Full comprehensive assessments and plans for rehabilitation and recovery should be put in place for each individual affected. Timely and free access to neurorehabilitation (medical process for recovery from a nervous system injury) can improve outcomes. Support for the whole family is needed. Overall, appropriate rehabilitation services, multi-disciplinary approach, free and quick access to these services and tailored interventions can improve the rehabilitation/recovery experiences and give a better quality of life not only for the person affected, but the whole family.

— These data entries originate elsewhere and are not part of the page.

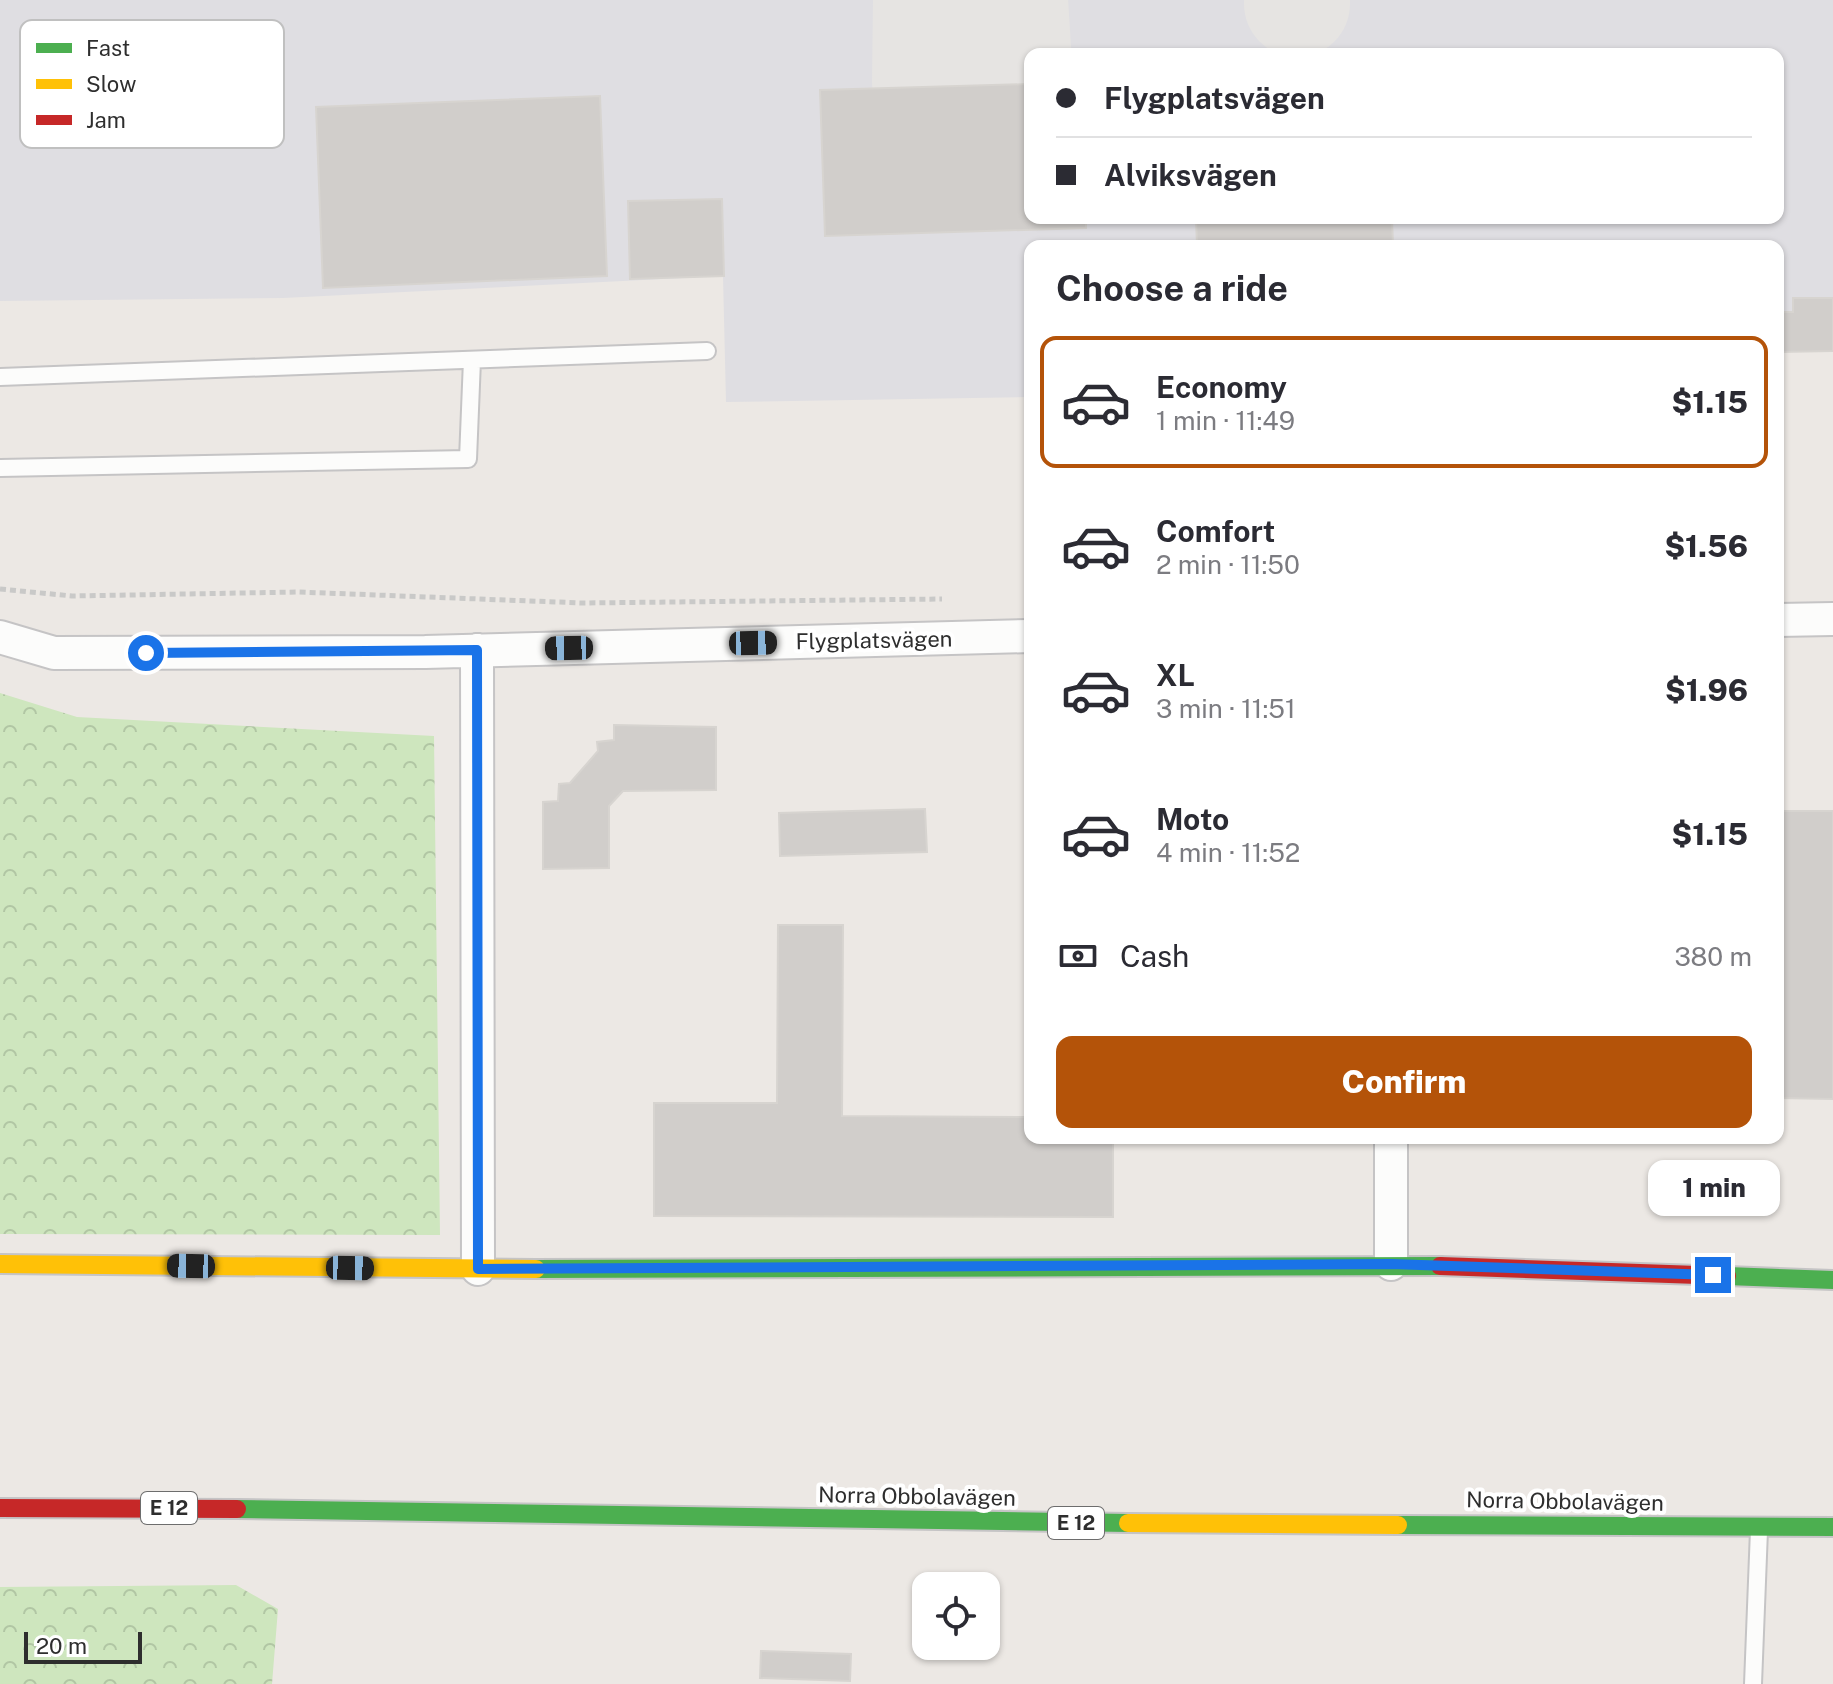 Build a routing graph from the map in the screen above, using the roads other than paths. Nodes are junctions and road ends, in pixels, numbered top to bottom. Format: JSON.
{"nodes":[{"id":1,"x":707,"y":351,"type":"dead end"},
{"id":2,"x":472,"y":360,"type":"junction"},
{"id":3,"x":0,"y":377,"type":"edge"},
{"id":4,"x":0,"y":468,"type":"edge"},
{"id":5,"x":1833,"y":619,"type":"edge"},
{"id":6,"x":1784,"y":620,"type":"edge"},
{"id":7,"x":1024,"y":636,"type":"edge"},
{"id":8,"x":0,"y":637,"type":"edge"},
{"id":9,"x":477,"y":650,"type":"junction"},
{"id":10,"x":1391,"y":1144,"type":"edge"},
{"id":11,"x":0,"y":1264,"type":"edge"},
{"id":12,"x":1391,"y":1264,"type":"junction"},
{"id":13,"x":478,"y":1269,"type":"junction"},
{"id":14,"x":1833,"y":1280,"type":"edge"},
{"id":15,"x":0,"y":1508,"type":"edge"},
{"id":16,"x":1833,"y":1527,"type":"edge"},
{"id":17,"x":1759,"y":1528,"type":"junction"},
{"id":18,"x":1753,"y":1684,"type":"edge"}],
"edges":[{"from":1,"to":2,"type":"lane"},
{"from":2,"to":3,"type":"lane"},
{"from":2,"to":4,"type":"lane"},
{"from":5,"to":6,"type":"street"},
{"from":7,"to":9,"type":"street","name":"Flygplatsvägen"},
{"from":8,"to":9,"type":"street","name":"Flygplatsvägen"},
{"from":9,"to":13,"type":"street"},
{"from":10,"to":12,"type":"street"},
{"from":11,"to":13,"type":"main road"},
{"from":12,"to":13,"type":"main road"},
{"from":12,"to":14,"type":"main road"},
{"from":15,"to":17,"type":"main road","name":"Norra Obbolavägen","number":"E 12"},
{"from":16,"to":17,"type":"main road","name":"Norra Obbolavägen","number":"E 12"},
{"from":17,"to":18,"type":"lane"}]}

Mental health issues, self-injurious thoughts and suicidal behaviours following encephalitis may occur for a number of reasons: the direct biological effects on the brain during the early stages; as a result of disease-related psychological or physical consequences or disability: impaired self-image, limited social life, reduced financial security, dependency on others, pain, substance use; or as an adverse effect of treatments given to help with the encephalitis itself or its consequences.

Psychiatric symptoms and syndromes have been less investigated than neurological deficits and symptoms in auto-immune encephalitis patients which means that these symptoms may likely be underdiagnosed in this patient group. Thus, there is a need for more research addressing the breadth, nature, causes and impacts of psychiatric symptoms in patients who have had encephalitis.